• **Data for the task**
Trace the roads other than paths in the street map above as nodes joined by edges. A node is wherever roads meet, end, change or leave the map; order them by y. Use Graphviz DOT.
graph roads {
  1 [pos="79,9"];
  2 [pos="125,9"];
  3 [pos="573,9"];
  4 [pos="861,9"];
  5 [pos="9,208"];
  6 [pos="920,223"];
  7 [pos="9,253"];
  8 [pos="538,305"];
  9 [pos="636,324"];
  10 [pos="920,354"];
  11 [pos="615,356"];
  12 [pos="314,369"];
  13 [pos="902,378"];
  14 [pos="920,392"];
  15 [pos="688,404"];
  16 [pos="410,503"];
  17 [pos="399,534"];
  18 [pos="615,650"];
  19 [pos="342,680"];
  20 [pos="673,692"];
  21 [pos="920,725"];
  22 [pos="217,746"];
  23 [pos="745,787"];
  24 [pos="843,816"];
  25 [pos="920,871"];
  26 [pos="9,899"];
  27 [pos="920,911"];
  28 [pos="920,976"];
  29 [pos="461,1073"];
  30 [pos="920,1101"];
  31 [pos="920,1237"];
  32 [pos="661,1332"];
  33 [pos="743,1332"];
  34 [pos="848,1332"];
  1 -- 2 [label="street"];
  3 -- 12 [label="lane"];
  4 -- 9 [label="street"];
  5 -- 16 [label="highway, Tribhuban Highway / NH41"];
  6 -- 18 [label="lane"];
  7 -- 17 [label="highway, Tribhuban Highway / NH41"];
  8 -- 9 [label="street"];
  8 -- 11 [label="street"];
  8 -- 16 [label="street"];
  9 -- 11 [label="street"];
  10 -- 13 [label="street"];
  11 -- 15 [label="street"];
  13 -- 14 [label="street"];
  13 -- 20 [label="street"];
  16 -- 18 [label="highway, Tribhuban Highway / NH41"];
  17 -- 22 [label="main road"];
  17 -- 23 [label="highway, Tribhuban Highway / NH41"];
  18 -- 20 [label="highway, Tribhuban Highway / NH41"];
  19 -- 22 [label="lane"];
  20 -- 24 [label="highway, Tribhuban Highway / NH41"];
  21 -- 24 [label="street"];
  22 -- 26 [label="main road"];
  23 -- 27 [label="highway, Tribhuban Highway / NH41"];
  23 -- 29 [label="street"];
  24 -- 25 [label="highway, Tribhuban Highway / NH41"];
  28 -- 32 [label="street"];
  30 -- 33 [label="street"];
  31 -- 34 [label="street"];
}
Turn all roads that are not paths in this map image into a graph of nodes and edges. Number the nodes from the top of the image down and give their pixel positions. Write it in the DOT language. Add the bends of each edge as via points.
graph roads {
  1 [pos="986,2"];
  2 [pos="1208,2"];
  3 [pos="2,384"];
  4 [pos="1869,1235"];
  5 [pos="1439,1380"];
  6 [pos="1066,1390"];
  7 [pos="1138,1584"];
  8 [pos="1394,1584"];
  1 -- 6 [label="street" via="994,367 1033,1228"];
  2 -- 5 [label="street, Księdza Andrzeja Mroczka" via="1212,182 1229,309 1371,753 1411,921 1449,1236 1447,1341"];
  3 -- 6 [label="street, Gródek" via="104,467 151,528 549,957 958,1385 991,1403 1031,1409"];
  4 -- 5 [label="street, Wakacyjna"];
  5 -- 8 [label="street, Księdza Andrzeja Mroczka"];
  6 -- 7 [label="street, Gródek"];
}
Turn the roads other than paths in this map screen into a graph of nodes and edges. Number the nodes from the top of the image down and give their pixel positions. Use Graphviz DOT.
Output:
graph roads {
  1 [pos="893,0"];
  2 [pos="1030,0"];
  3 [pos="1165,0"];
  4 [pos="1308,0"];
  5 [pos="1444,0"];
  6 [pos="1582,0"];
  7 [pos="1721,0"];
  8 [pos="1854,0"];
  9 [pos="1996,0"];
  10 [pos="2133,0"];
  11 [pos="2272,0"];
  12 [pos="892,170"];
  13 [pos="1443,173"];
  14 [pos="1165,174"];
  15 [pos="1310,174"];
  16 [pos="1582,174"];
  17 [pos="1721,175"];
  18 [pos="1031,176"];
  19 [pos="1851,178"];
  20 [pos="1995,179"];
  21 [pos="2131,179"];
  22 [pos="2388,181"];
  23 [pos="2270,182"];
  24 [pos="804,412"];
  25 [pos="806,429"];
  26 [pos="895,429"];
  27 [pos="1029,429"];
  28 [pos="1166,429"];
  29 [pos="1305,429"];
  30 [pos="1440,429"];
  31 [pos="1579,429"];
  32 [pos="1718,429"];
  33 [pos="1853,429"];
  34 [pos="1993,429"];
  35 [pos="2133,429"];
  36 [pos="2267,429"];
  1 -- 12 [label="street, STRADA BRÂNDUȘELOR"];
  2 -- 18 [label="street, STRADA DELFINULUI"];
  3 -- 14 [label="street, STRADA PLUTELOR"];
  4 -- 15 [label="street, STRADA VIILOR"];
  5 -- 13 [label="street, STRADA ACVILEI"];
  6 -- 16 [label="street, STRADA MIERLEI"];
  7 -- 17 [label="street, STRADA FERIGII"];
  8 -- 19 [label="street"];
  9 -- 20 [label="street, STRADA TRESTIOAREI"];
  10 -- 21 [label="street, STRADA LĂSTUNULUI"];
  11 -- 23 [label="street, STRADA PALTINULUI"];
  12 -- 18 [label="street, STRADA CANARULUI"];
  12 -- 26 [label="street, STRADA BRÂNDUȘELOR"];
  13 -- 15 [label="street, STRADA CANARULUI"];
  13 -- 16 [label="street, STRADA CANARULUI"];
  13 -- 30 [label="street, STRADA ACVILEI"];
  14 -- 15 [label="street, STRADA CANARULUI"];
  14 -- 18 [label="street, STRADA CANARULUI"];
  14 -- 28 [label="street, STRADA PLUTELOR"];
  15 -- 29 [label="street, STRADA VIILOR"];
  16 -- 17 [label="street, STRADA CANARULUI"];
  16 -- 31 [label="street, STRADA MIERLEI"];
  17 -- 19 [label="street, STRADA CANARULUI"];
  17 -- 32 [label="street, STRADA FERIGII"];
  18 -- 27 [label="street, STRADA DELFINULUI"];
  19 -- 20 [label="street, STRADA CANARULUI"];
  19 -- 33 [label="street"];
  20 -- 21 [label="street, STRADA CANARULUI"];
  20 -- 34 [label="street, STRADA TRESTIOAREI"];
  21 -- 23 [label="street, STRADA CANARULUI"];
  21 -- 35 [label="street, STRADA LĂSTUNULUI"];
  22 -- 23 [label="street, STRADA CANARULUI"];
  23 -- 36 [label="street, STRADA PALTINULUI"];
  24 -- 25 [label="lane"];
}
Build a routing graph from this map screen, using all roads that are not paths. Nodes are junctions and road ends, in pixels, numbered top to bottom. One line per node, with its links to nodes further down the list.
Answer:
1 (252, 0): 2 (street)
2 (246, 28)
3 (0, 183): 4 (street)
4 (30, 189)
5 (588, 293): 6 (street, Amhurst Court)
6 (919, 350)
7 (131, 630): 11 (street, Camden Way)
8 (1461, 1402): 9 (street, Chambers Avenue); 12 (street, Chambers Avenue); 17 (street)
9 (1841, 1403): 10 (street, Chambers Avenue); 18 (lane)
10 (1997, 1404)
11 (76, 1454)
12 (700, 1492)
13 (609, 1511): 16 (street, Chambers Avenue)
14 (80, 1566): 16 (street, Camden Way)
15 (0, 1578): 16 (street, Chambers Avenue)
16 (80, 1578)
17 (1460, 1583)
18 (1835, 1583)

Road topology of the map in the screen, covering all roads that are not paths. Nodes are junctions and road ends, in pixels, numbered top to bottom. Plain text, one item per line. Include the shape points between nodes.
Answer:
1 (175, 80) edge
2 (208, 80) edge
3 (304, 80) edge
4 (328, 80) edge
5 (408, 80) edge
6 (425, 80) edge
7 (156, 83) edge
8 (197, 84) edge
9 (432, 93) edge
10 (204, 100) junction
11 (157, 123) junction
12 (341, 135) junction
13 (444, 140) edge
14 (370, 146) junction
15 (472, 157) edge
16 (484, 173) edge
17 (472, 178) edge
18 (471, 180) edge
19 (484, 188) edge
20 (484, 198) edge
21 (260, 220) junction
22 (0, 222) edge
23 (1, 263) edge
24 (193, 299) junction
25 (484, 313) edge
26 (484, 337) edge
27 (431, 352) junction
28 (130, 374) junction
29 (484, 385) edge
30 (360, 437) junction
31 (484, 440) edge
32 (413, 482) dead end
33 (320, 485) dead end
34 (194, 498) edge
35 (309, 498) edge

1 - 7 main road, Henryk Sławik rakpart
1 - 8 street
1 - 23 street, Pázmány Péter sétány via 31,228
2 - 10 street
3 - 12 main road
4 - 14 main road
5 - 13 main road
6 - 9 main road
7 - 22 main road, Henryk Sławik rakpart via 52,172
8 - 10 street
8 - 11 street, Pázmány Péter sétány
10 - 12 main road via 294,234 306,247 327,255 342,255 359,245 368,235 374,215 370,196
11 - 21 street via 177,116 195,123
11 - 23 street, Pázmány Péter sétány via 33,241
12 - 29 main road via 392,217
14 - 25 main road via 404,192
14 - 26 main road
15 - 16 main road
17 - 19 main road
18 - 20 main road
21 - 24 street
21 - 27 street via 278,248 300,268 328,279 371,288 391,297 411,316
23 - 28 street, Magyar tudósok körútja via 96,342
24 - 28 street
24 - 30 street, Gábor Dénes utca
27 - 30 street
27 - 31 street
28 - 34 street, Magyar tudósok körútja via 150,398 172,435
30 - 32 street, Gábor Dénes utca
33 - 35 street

• **About this exercise**
Line count for "ACVILEI": report how many lines in the data above include it, with no other words.

• **The completed task**
2